Manchmal sieht alte Kunst noch viel älter aus, als sie ist. Diese Erfahrung kann das Publikum demnächst in der Tate Modern in London machen. Am 23. November beginnt dort die Schau Modigliani mit Werken des berühmten italienischen Malers und Bildhauers, und die Ausstellungsmacher sind stolz darauf, eine große Zahl seiner Bilder nackter Frauen präsentieren zu dürfen. Die Werke hätten, als sie 1917 erstmals gezeigt wurden, Proteste ausgelöst, jetzt bildeten sie das "Highlight der Ausstellung". Einen unbekleideten weiblichen Körper zu malen war allerdings im frühen 20. Jahrhundert kein Novum, viele Künstler der Geschichte haben nie etwas anderes gemacht. Doch diese Frauen, wie hingeworfen aufs dunkelrote Kanapee, wirken heute eher wie ein besonders dekoratives Anschauungsmaterial zur aktuellen Sexismusdebatte. Auch für Amedeo Modigliani galt die Frau bestenfalls als Muse und gehörte auf die Couch. Sich selbst präsentierte der Künstler auf Fotos selbstverständlich angezogen, der Gesichtsausdruck arrogant, die Zigarette lässig in der Hand. Wie hartnäckig solche Klischees in der Kunstwelt sind, zeigt ein Eklat am Rande der Verleihung des Preises der Berliner Nationalgalerie an die polnische Künstlerin Agnieszka Polska im Oktober.
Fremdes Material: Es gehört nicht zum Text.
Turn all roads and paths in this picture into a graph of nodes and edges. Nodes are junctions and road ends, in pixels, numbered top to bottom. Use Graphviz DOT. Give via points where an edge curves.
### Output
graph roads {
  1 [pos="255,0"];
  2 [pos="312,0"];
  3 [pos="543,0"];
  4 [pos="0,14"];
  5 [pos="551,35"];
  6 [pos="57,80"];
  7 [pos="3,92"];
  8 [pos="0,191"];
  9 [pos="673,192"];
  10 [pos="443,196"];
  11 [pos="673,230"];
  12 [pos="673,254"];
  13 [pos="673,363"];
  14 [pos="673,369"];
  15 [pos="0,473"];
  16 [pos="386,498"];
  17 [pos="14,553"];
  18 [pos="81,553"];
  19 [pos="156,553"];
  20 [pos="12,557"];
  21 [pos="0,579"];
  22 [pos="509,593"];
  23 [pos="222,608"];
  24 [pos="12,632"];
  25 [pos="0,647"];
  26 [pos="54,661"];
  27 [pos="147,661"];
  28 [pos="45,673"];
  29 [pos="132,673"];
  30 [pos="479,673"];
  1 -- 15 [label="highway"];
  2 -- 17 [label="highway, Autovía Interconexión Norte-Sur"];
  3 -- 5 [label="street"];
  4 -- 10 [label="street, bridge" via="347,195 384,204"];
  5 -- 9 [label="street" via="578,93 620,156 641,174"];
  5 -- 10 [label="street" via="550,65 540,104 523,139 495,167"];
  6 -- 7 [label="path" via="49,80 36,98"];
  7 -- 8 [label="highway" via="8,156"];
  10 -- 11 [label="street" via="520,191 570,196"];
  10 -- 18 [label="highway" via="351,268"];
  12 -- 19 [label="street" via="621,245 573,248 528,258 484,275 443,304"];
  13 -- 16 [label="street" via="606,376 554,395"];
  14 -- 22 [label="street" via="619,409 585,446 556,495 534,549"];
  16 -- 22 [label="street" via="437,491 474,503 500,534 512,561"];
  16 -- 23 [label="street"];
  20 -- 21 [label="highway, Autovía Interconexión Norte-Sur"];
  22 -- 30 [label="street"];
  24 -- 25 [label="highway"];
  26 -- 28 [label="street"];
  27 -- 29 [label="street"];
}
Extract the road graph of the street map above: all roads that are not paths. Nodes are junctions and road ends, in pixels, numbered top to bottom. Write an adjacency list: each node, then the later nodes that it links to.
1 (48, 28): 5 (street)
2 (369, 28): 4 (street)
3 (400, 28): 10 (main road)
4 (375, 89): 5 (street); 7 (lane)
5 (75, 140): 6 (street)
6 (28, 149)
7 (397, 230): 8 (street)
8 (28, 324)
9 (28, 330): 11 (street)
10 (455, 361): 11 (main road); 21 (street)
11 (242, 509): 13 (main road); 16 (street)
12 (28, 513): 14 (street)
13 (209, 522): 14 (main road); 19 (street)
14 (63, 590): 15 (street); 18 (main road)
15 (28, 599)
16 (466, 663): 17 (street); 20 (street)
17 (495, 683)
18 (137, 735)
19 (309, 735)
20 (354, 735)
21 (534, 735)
Nominiert waren erstmals nur Frauen, insgesamt vier Künstlerinnen, die sich nun in einem Statement beschweren, dass in Pressemitteilungen vor allem über ihr Frausein gesprochen werde, über ihre Kunst hingegen kaum. Damit werde die systematische Ungleichbehandlung von Frauen in der Kunst verschleiert.